Existing IOC methods usually assume the unknown objective function could be parameterized as a linear combination of selected features (or basis functions) [19, 18]. Here, each feature characterizes one aspect of the performance of the system operation, such as energy cost, time consumption, risk levels, etc. Then, the goal of IOC becomes estimating the unknown weights for those features [8]. The authors of [22, 23, 25, 26, 10] have adopted a double-layer architecture, where the estimate of the weights is updated in an outer layer while the corresponding optimal trajectory is generated by solving the optimal control problem in an inner layer.

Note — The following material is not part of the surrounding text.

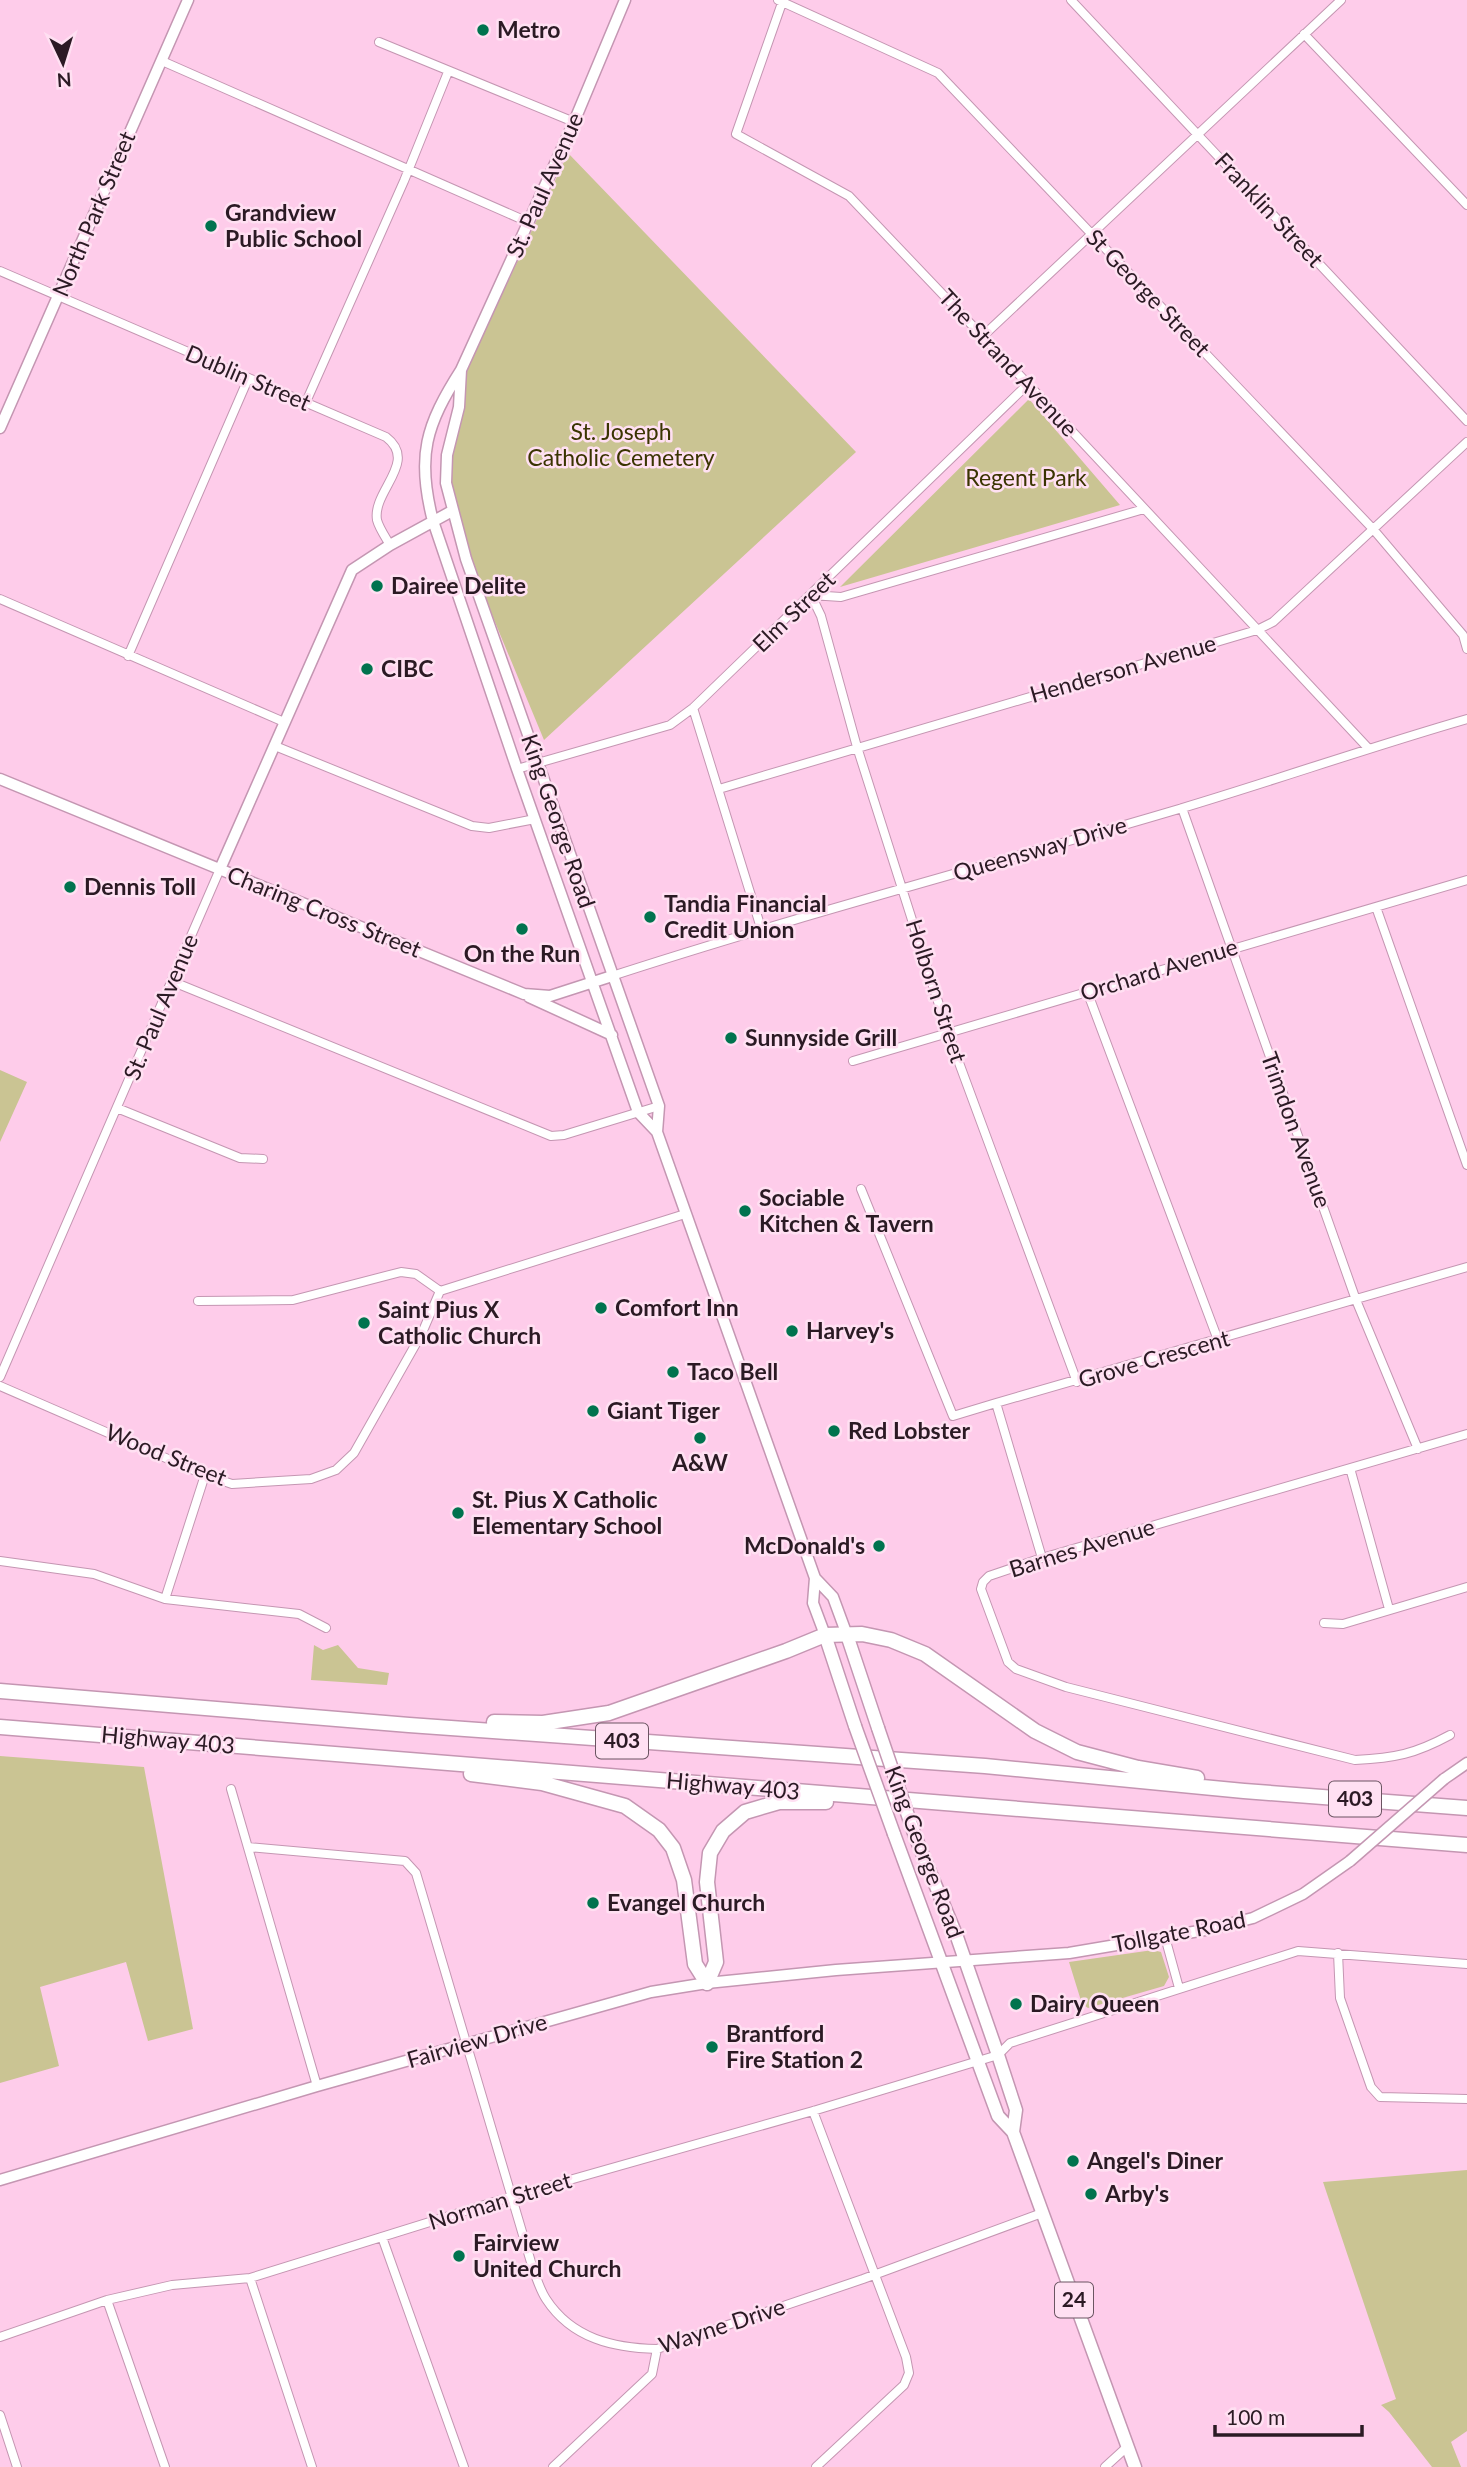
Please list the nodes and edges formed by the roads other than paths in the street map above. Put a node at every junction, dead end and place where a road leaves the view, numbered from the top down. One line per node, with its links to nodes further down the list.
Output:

Techniques based on the double-layer framework usually suffer high computational cost since optimal control problems need to be solved repeatedly [9]. Recent IOC techniques have been developed by leveraging optimality conditions, which the observed optimal trajectory must satisfy, and thus the unknown weights can be directly obtained by solving the established optimality equations. Related work along this direction includes [11, 21, 7], where Karush-Kuhn-Tucker conditions are used, [17], where Pontryagin’s maximum principle [20] are used.

Despite significant progress achieved as described above, most existing IOC methods cannot learn the objective function unless a complete system trajectory within an entire time horizon is observed. Such requirement of observations has limited their capabilities in the cases where only incomplete trajectory data, or even sparse data, is available, for example, due to limited sensing capability, sensor failures, or occlusion [5, 2]. In [2], given sparse corrections (demonstrations), the authors create an intended trajectory of full horizon based on the sparse data using trajectory shaping/interpolation [6], in order to utilize the maximum margin IOC approach [22]. Although successful in learning from human corrections, it is likely that the artificially-created trajectory might not exactly reflect the actual trajectory of a human expert. In [4], the authors model the missing data using a probability distribution, then both the objective function and the missing part are learned under the maximization-expectation framework. Besides huge computational cost, this work, however, has not provided how percentage of missing information affects learning performance. In the recent work [8], a notion of the recovery matrix has been introduced to solve IOC using incomplete observations, but it still requires the observation data to be consecutive and long enough to satisfy the recovery condition.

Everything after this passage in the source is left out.